Everyone has heard the term “illegal search and seizures.” But what does this mean? In general, the Fourth Amendment of the US Constitution makes unlawful searches and seizures illegal, meaning that any evidence found during an unlawful search cannot be used against you in a court of law1. When it comes to “unlawful searches”, it is not always black and white. There are many exceptions in which a warrant would not be required for a search to be lawful. One example of this is what is known as a “pat-down” by Police Officers. A pat-down of your persons is technically a “search” within the meaning of the Fourth Amendment, but a police officer may not be able to always obtain a search warrant. In certain circumstances, a police officer may be able to perform a pat-down without it constituting an “unlawful search.” This, of course, has its limits. Those limits were recently explored in the Court of Appeals recent decision of Berry v. State2, which is the focus of this blog post.

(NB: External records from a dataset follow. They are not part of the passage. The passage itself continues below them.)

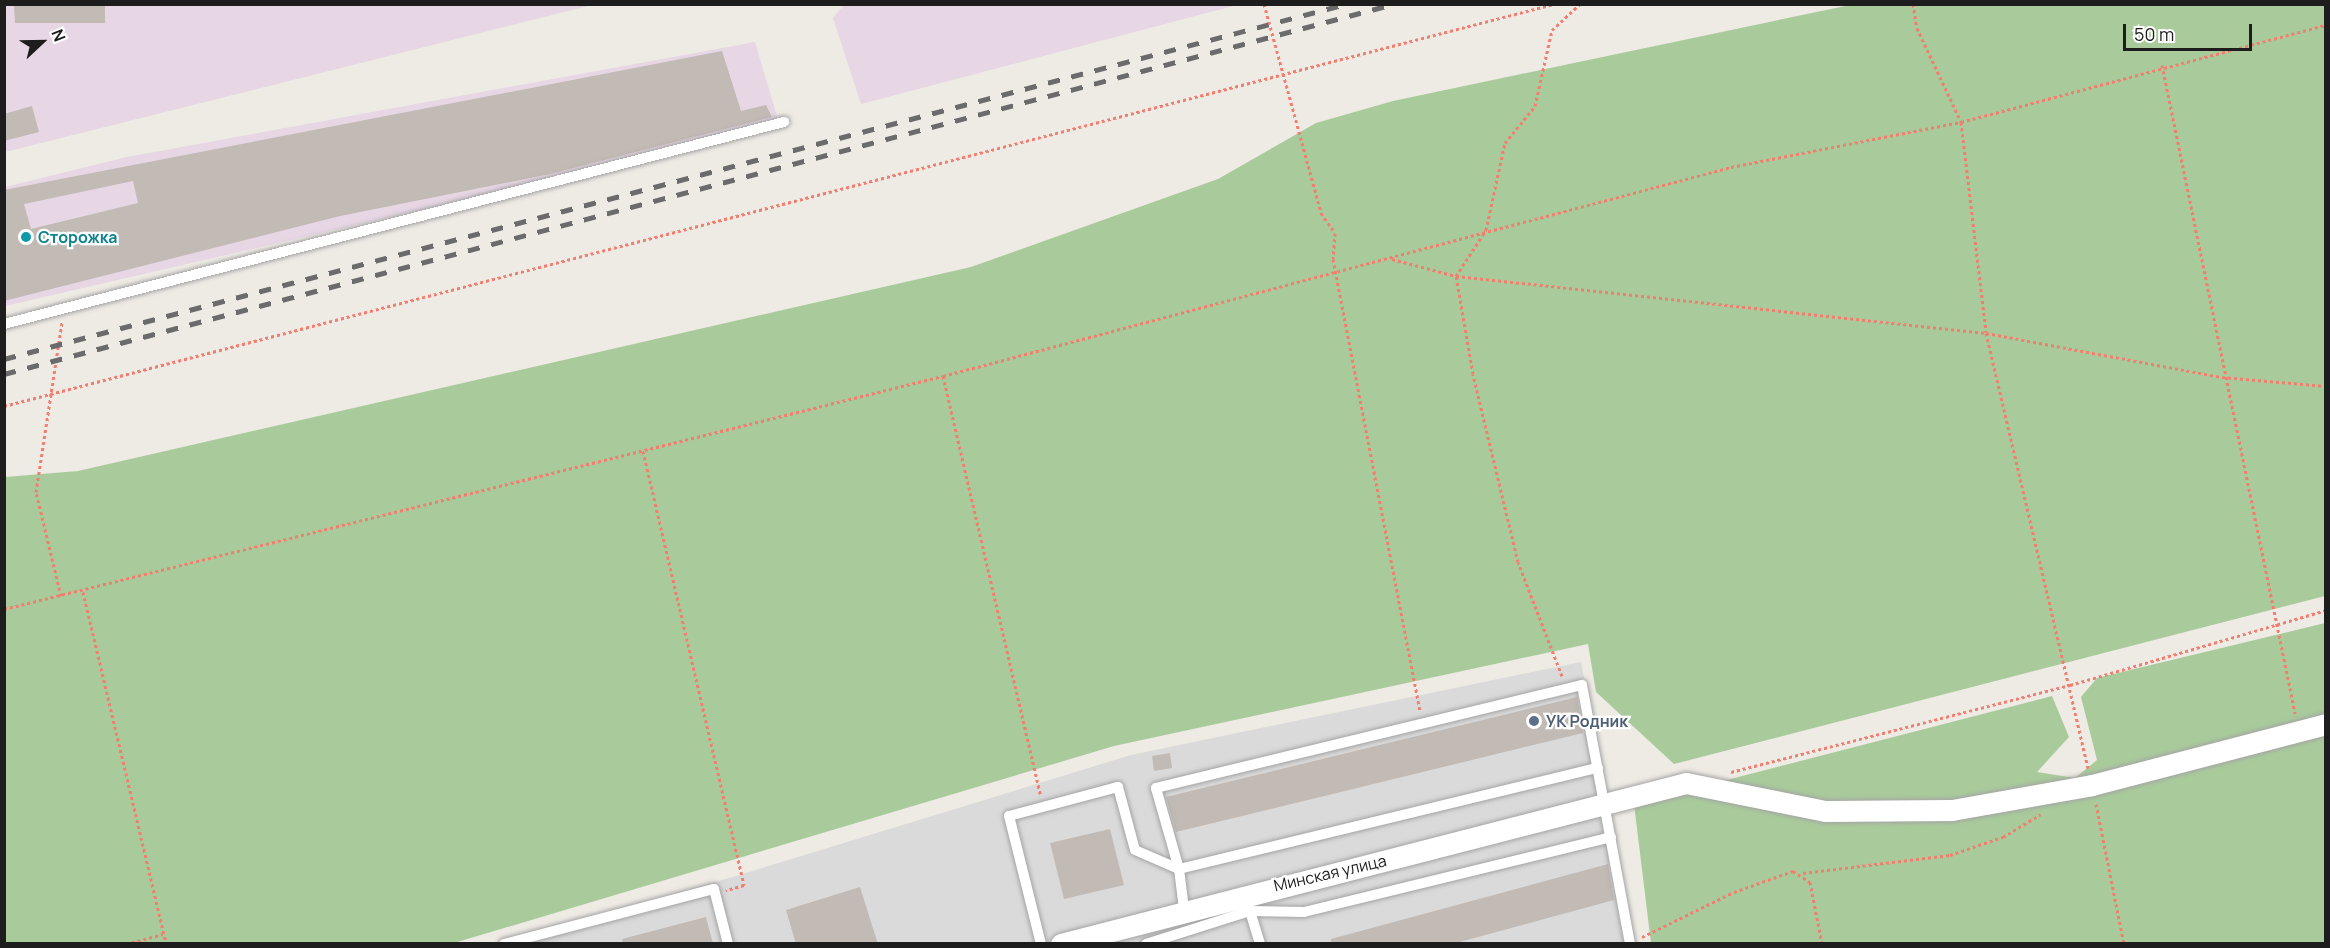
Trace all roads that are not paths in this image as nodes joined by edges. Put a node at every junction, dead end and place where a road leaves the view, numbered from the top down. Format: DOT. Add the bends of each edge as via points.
graph roads {
  1 [pos="784,122"];
  2 [pos="4,324"];
  3 [pos="2325,724"];
  4 [pos="1598,768"];
  5 [pos="1601,808"];
  6 [pos="1611,837"];
  7 [pos="1179,869"];
  8 [pos="1184,909"];
  9 [pos="1250,911"];
  10 [pos="1630,943"];
  11 [pos="504,944"];
  12 [pos="728,944"];
  13 [pos="1041,944"];
  14 [pos="1061,944"];
  15 [pos="1146,944"];
  16 [pos="1260,944"];
  1 -- 2 [label="lane"];
  3 -- 5 [label="street, Минская улица" via="2092,785 1952,810 1825,811 1686,783"];
  4 -- 5 [label="lane"];
  4 -- 7 [label="lane"];
  4 -- 7 [label="lane" via="1582,685 1568,688 1156,788"];
  5 -- 6 [label="lane"];
  5 -- 8 [label="street, Минская улица"];
  6 -- 9 [label="lane" via="1304,912"];
  6 -- 10 [label="lane"];
  7 -- 8 [label="lane"];
  7 -- 13 [label="lane" via="1135,850 1118,787 1009,816"];
  8 -- 14 [label="street, Минская улица"];
  9 -- 15 [label="lane"];
  9 -- 16 [label="lane"];
  11 -- 12 [label="lane" via="715,893"];
}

In Berry, the Indiana Court of Appeals affirmed a trial court’s decision to allow evidence of drugs found on the Defendant after a Detective performed a weapon “pat-down.” The relevant facts are as follows: The Detective was forced to pull over his patrol vehicle after three individuals were blocking the road. The individuals appeared to be drinking, and the Detective existed his vehicle. As the Detective approached the Defendant and two other individuals, the Detective noticed a smell of marijuana. Furthermore, the Detective noticed a “bulge” in the Defendant’s waistband. The Detective then performed a weapons pat-down of the Defendant and found two bags containing marijuana. The Defendant did not have a weapon on him but was charged with drug possession. At trial, the Defendant argued that the evidence should be excluded because the pat-down constituted an illegal search. The trial court denied the Defendant’s request, finding that the pat-down was Constitutional. The Defendant appealed.
On appeal, the Indiana Court of Appeals agreed with the trial court, finding the pat-down was Constitutional. The Court of Appeals pointed to the exception for pat-downs, stating that “[t]his narrowly drawn authority ‘permits a reasonable search for weapons for the protection of the police officer.” Furthermore, the Court noted that the officer “need not be absolutely certain that the individual is armed.” The Court found the Detective had reasonable suspicion for a pat-down in that the Defendant demonstrated “concerning behavior” such as, dropping his beer bottle, backing away from the Detective, the bulge in his waistband, and the Defendant immediately put his hands in his pocket. This behavior, coupled with the high crime area, was enough for the Court to determine the pat-down was reasonable, and therefore Constitutional.
This case highlights the importance of staying up to date in the ever-changing legal landscape. Knowing the status of developments in the law is the key to avoiding criminal liability, as well as being an engaged citizenry in our participatory system of government. This blog post on a key new case was written by attorneys at Ciyou & Dixon, P.C. who handle criminal defense cases and appeals of criminal convictions throughout the state. This blog is written for educational purposes only. It is not intended as legal advice or a solicitation for services. It is an advertisement.
- This is not an absolute requirement. Many exceptions exist to the requirement of obtaining a search warrant, which are beyond the focus of this blog.